Crackdown on Ghoulish 'Body Exhibitions'

AG says company profited from individuals who may have been executed in China.

ByABC News
May 28, 2008, 6:34 PM

May 29, 2008— -- Click here to read an update on this story.

New York Attorney General Andrew Cuomo says the company that has made millions of dollars with U.S. exhibitions of plasticized human bodies used "the remains of individuals that may have been tortured and executed in China."

In announcing what he called the "grim reality" of an official investigation triggered by an ABC News "20/20" report, Cuomo said the company, Premier Exhibitions, "despite repeated denials...had no way of knowing the true source of their human exhibits and no meaningful documentation to support their claims that the bodies had been donated for such a use."

Cuomo said his office had reached a settlement with Premier that he said will "bring an end to Premier's practice of using bodies of undocumented origins in their exhibitions."

"Respect for the dead and respect for the public requires that Premier do more than simply assure us that there is no reason for concern," said Cuomo.

The Premier lawyer who negotiated the settlement, general counsel Brian Wainger, said, "We are happy to have this behind us." Wainger said the settlement terms only applied to exhibits in the state of New York but that the company would "adopt practices that mirror New York's requirements" in its operations worldwide.
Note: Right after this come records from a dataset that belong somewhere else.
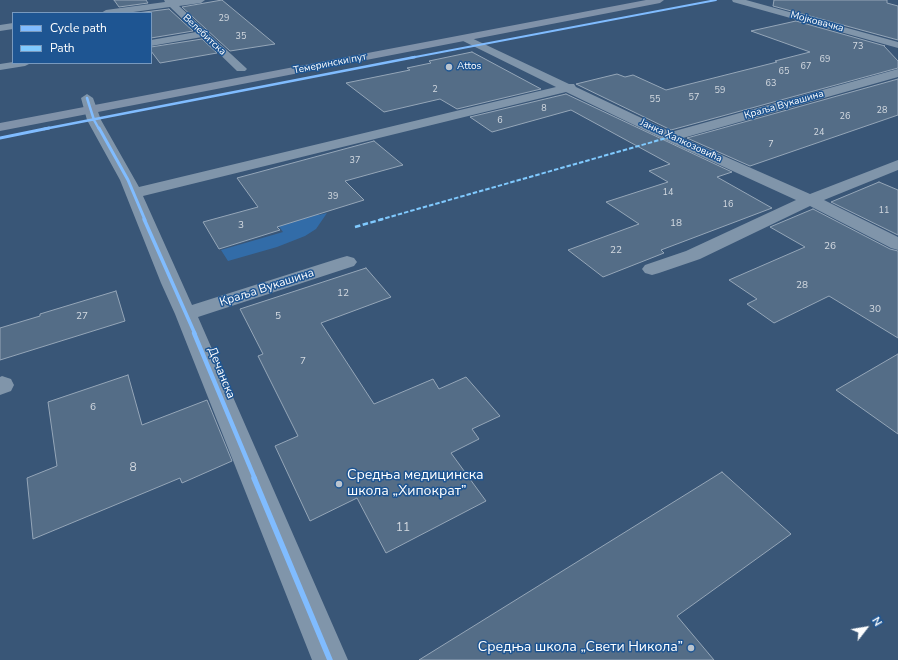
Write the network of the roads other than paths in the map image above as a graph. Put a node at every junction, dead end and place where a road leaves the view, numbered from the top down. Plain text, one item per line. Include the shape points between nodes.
1 (201, 0) edge
2 (616, 0) edge
3 (660, 0) edge
4 (736, 0) edge
5 (170, 2) edge
6 (112, 12) edge
7 (12, 26) edge
8 (0, 28) edge
9 (203, 34) junction
10 (465, 38) junction
11 (152, 43) edge
12 (898, 44) edge
13 (321, 55) dead end
14 (19, 64) edge
15 (0, 67) edge
16 (254, 67) dead end
17 (241, 69) junction
18 (898, 73) edge
19 (570, 87) junction
20 (115, 92) dead end
21 (93, 101) junction
22 (0, 114) edge
23 (0, 126) edge
24 (670, 137) junction
25 (898, 165) edge
26 (133, 193) junction
27 (810, 200) junction
28 (898, 244) edge
29 (347, 262) dead end
30 (652, 268) dead end
31 (186, 314) junction
32 (330, 660) edge

1 - 5 street
2 - 13 main road, Темерински пут
3 - 10 main road, Темерински пут
4 - 12 street, Мојковачка
5 - 6 street
5 - 9 street, Велебитска
7 - 8 street
9 - 11 street
9 - 17 street, Велебитска
10 - 19 street, Јанка Халкозовића
10 - 21 main road, Темерински пут
14 - 15 street
16 - 17 main road
17 - 20 main road
18 - 24 street, Краља Вукашина
19 - 24 street, Јанка Халкозовића
19 - 26 street
21 - 22 main road, Темерински пут
21 - 23 main road, Темерински пут
21 - 26 street, Дечанска via 94,120
24 - 27 street, Јанка Халкозовића
25 - 27 street
26 - 31 street, Дечанска
27 - 28 street, Јанка Халкозовића
27 - 30 street via 693,255
29 - 31 street, Краља Вукашина
31 - 32 street, Дечанска

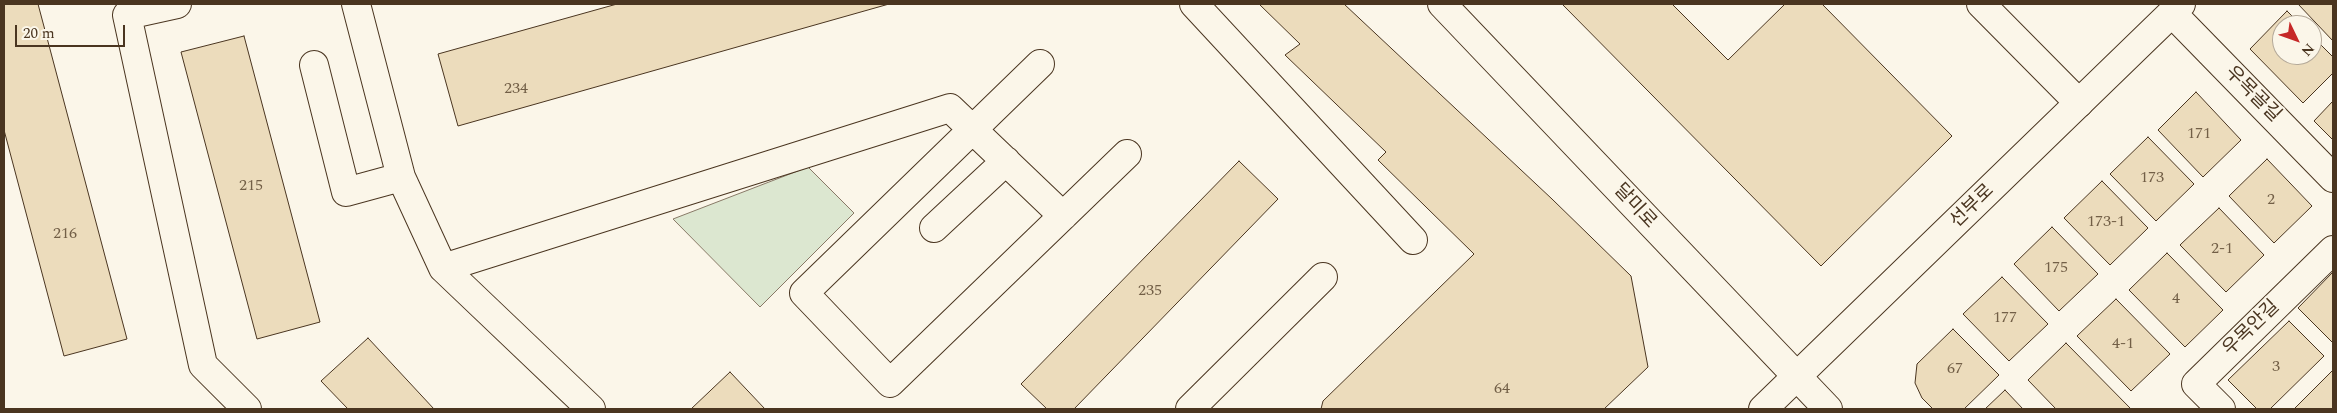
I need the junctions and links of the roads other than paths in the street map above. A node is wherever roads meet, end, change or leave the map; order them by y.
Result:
1 (177, 4) edge
2 (356, 4) edge
3 (1194, 4) edge
4 (1442, 4) edge
5 (1981, 4) edge
6 (2176, 8) edge
7 (1040, 64) dead end
8 (314, 65) dead end
9 (2080, 103) junction
10 (973, 129) junction
11 (1127, 154) dead end
12 (1006, 161) junction
13 (401, 177) junction
14 (2333, 178) edge
15 (1062, 216) junction
16 (934, 228) dead end
17 (1413, 240) dead end
18 (2333, 250) edge
19 (444, 268) junction
20 (1323, 277) dead end
21 (1797, 378) junction
22 (247, 409) edge
23 (591, 409) edge
24 (1190, 409) edge
25 (1764, 409) edge
26 (1828, 409) edge
27 (2221, 409) edge

1 - 22 street
2 - 13 street
3 - 17 street
4 - 21 street, 달미로
5 - 9 street
6 - 9 street, 선부로
6 - 14 street, 우목골길
7 - 10 street
8 - 13 street
9 - 21 street, 선부로
10 - 12 street
10 - 15 street
10 - 19 street
11 - 15 street
12 - 15 street
12 - 16 street
13 - 19 street
18 - 27 street, 우목안길
19 - 23 street
20 - 24 street
21 - 25 street, 선부로
21 - 26 street, 달미로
In the "20/20" report on Premier, the then-premier CEO, Arnie Geller, denied using the bodies of executed prisoners and said all of the bodies had come from the Dalian Medical University in China.

The president of the medical school denied providing the bodies, and Geller resigned as CEO a few weeks after the broadcast. Officials said his resignation was not connected to the controversy.

The "20/20" report included first-person accounts of an individual who worked with the Chinese company that provided bodies to Premier. He claimed the bodies of executed prisoners were among those delivered for the "plastination" process carried out by the Chinese company.

Under the settlement with the New York attorney general, Premier will be required to obtain documentation "demonstrating the cause of death and origins of the cadavers" as well as written consent from the donors.